── Task inputs

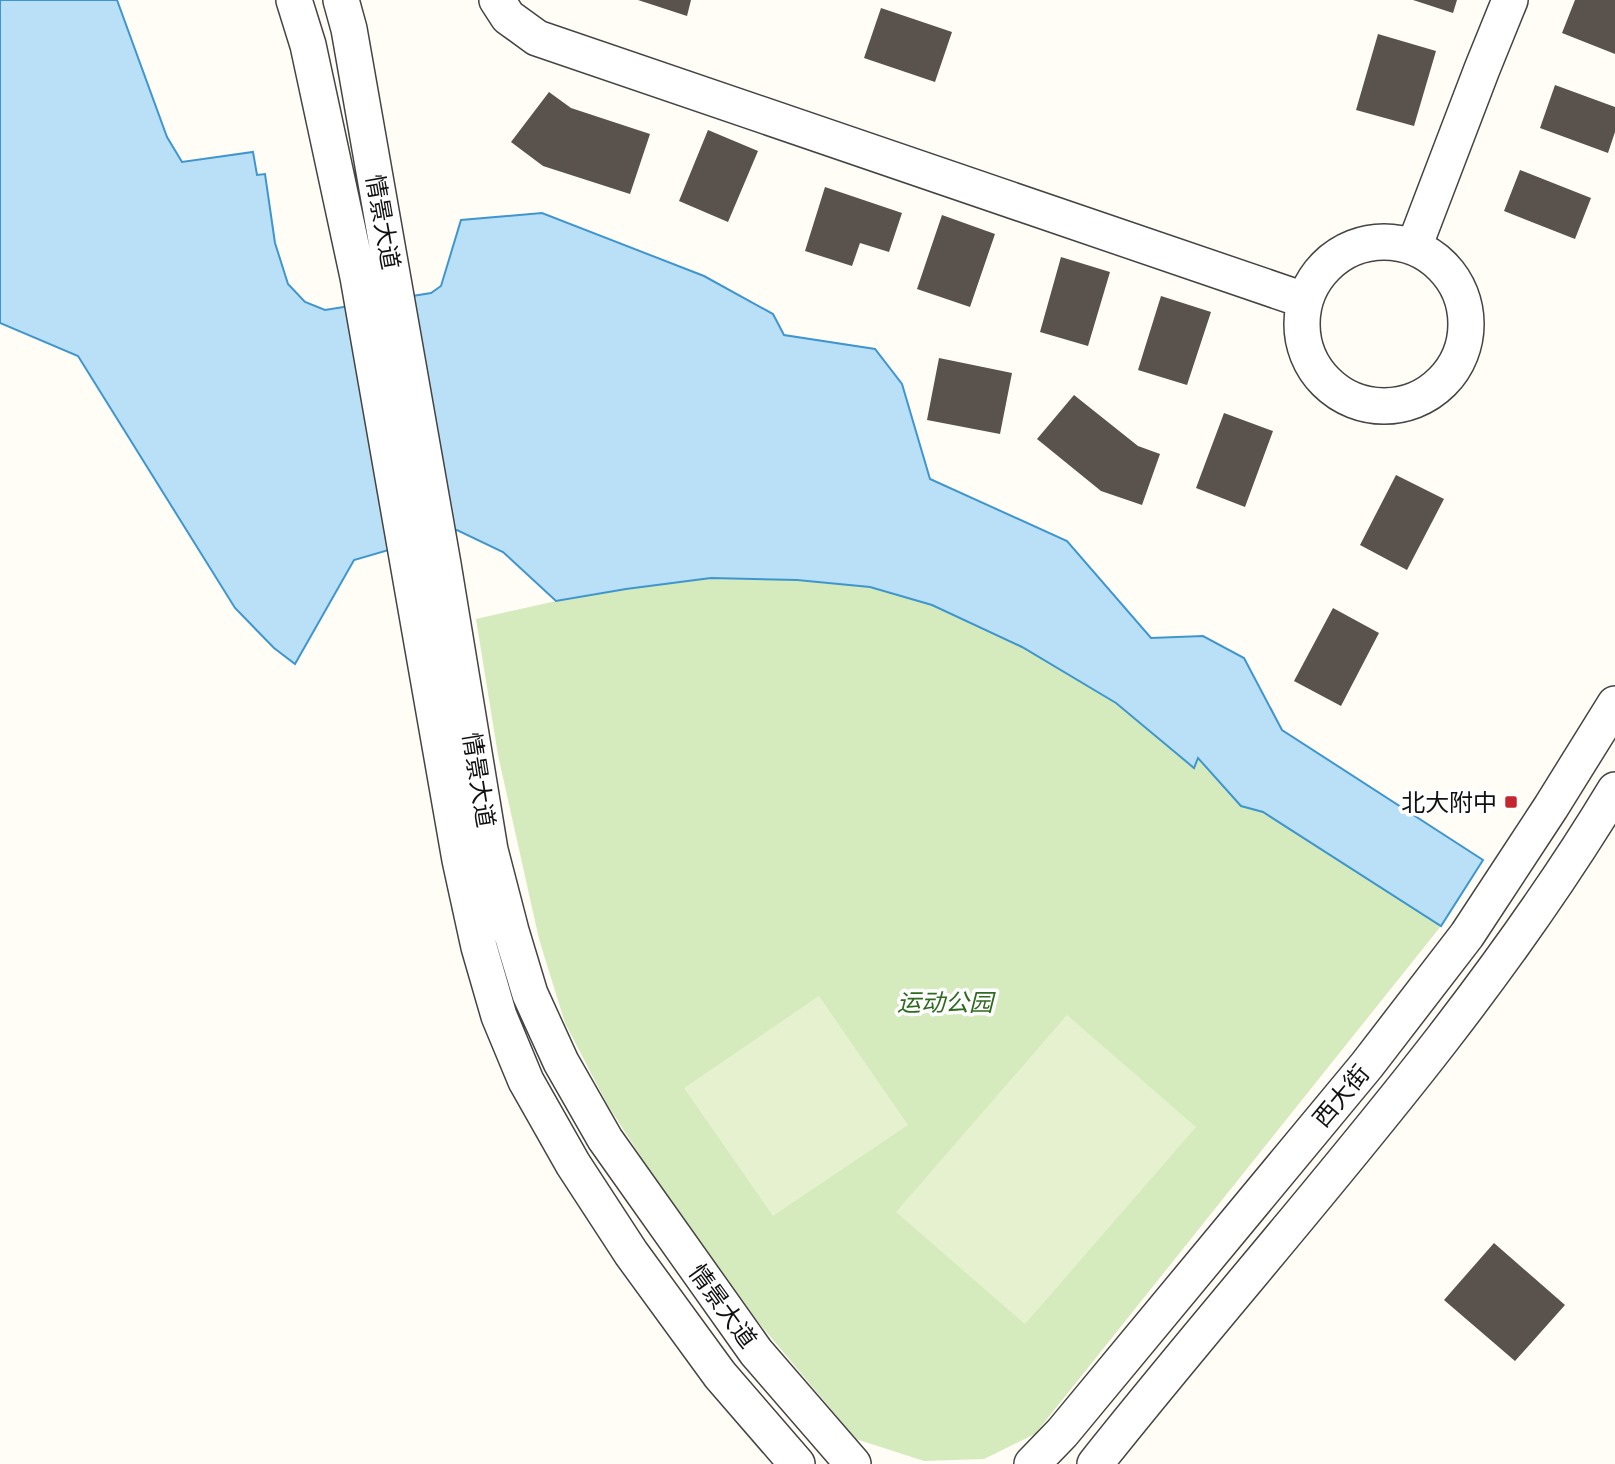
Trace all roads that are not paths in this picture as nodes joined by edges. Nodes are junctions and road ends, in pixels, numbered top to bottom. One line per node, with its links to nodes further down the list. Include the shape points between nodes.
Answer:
1 (294, 0): 6 (street, 情景大道)
2 (341, 0): 6 (street, 情景大道, via 349,29)
3 (497, 0): 7 (street, via 508,17 537,38)
4 (1510, 0): 5 (street)
5 (1414, 247): 7 (street, via 1381,242 1348,250 1321,270); 7 (street, via 1442,265 1461,292 1467,324 1461,356 1443,383 1416,401 1385,407 1355,402 1328,386 1310,360 1301,331)
6 (375, 273): 10 (street, 情景大道, via 443,564 490,850 530,994); 11 (street, 情景大道, via 409,572 460,860 499,1016)
7 (1304, 300)
8 (1615, 704): 14 (street, 西大街, via 1467,935 1367,1065)
9 (1615, 790): 15 (street, 西大街, via 1496,968)
10 (561, 1062): 11 (street); 13 (street, 情景大道, via 605,1139 748,1341)
11 (526, 1080): 12 (street, 情景大道, via 631,1254 720,1375)
12 (797, 1464)
13 (853, 1464)
14 (1032, 1464)
15 (1095, 1464)

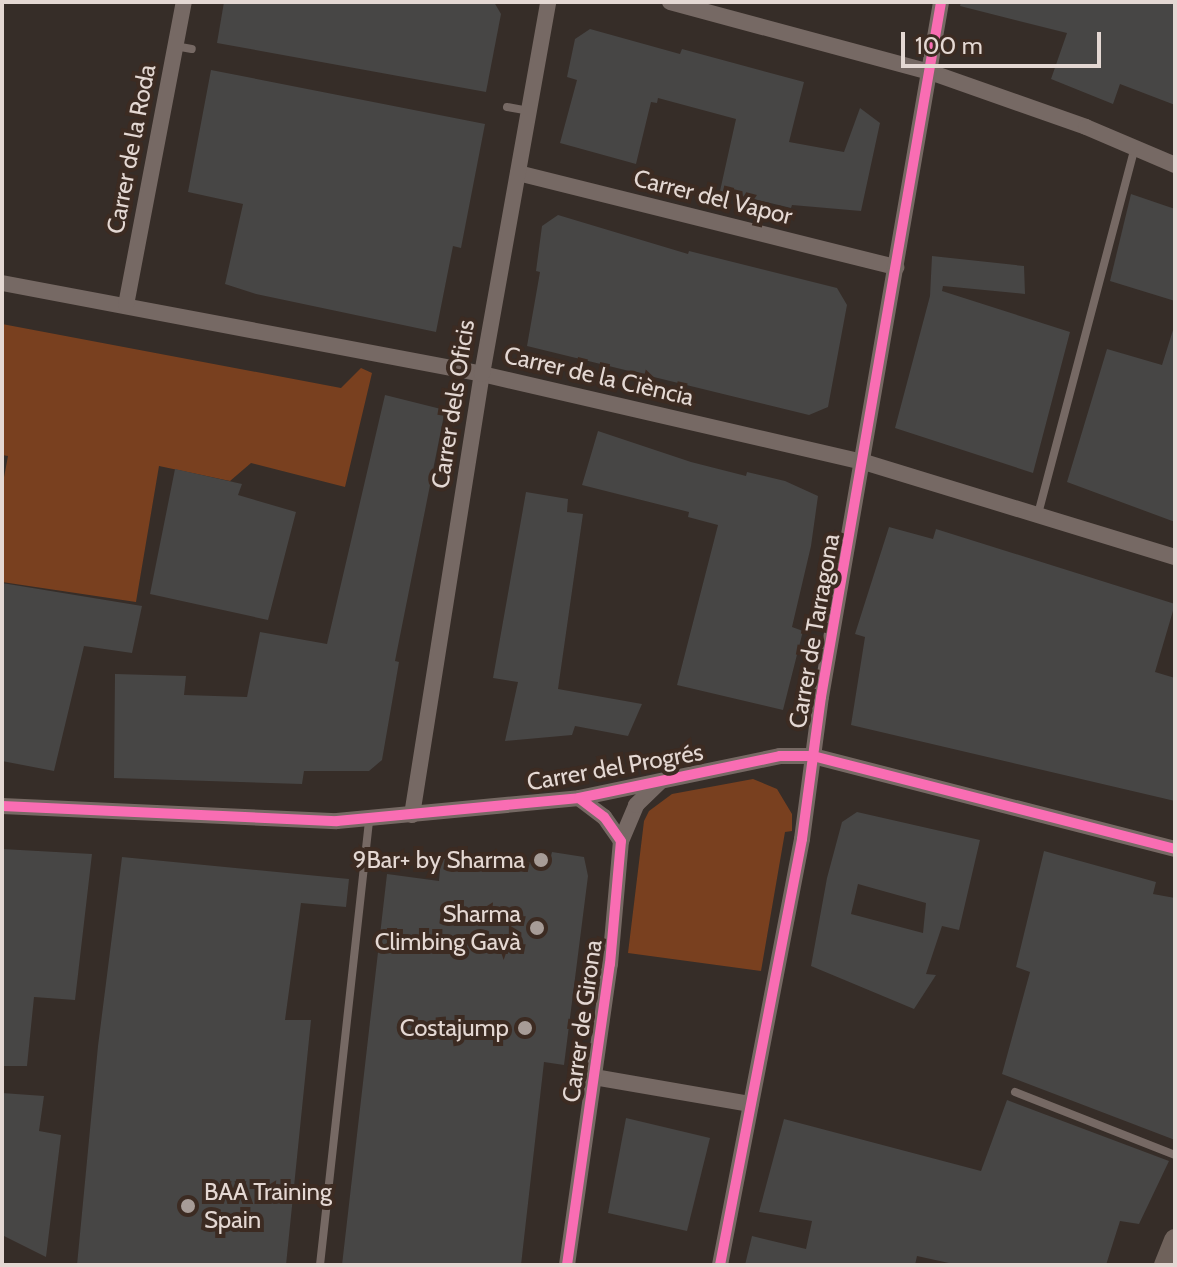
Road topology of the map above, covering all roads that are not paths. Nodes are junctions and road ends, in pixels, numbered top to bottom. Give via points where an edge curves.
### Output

────

◆ Task details:
All entries should be reproduced exactly; no picture belongs in the result.

◆ Answer to this task:
Trace all roads that are not paths in this picture as nodes joined by edges. Nodes are junctions and road ends, in pixels, numbered top to bottom. One line per node, with its links to nodes further down the list. Include the shape points between nodes.
Answer:
1 (294, 0): 6 (street, 情景大道)
2 (341, 0): 6 (street, 情景大道, via 349,29)
3 (497, 0): 7 (street, via 508,17 537,38)
4 (1510, 0): 5 (street)
5 (1414, 247): 7 (street, via 1381,242 1348,250 1321,270); 7 (street, via 1442,265 1461,292 1467,324 1461,356 1443,383 1416,401 1385,407 1355,402 1328,386 1310,360 1301,331)
6 (375, 273): 10 (street, 情景大道, via 443,564 490,850 530,994); 11 (street, 情景大道, via 409,572 460,860 499,1016)
7 (1304, 300)
8 (1615, 704): 14 (street, 西大街, via 1467,935 1367,1065)
9 (1615, 790): 15 (street, 西大街, via 1496,968)
10 (561, 1062): 11 (street); 13 (street, 情景大道, via 605,1139 748,1341)
11 (526, 1080): 12 (street, 情景大道, via 631,1254 720,1375)
12 (797, 1464)
13 (853, 1464)
14 (1032, 1464)
15 (1095, 1464)

Road topology of the map above, covering all roads that are not paths. Nodes are junctions and road ends, in pixels, numbered top to bottom. Give via points where an edge curves.
### Output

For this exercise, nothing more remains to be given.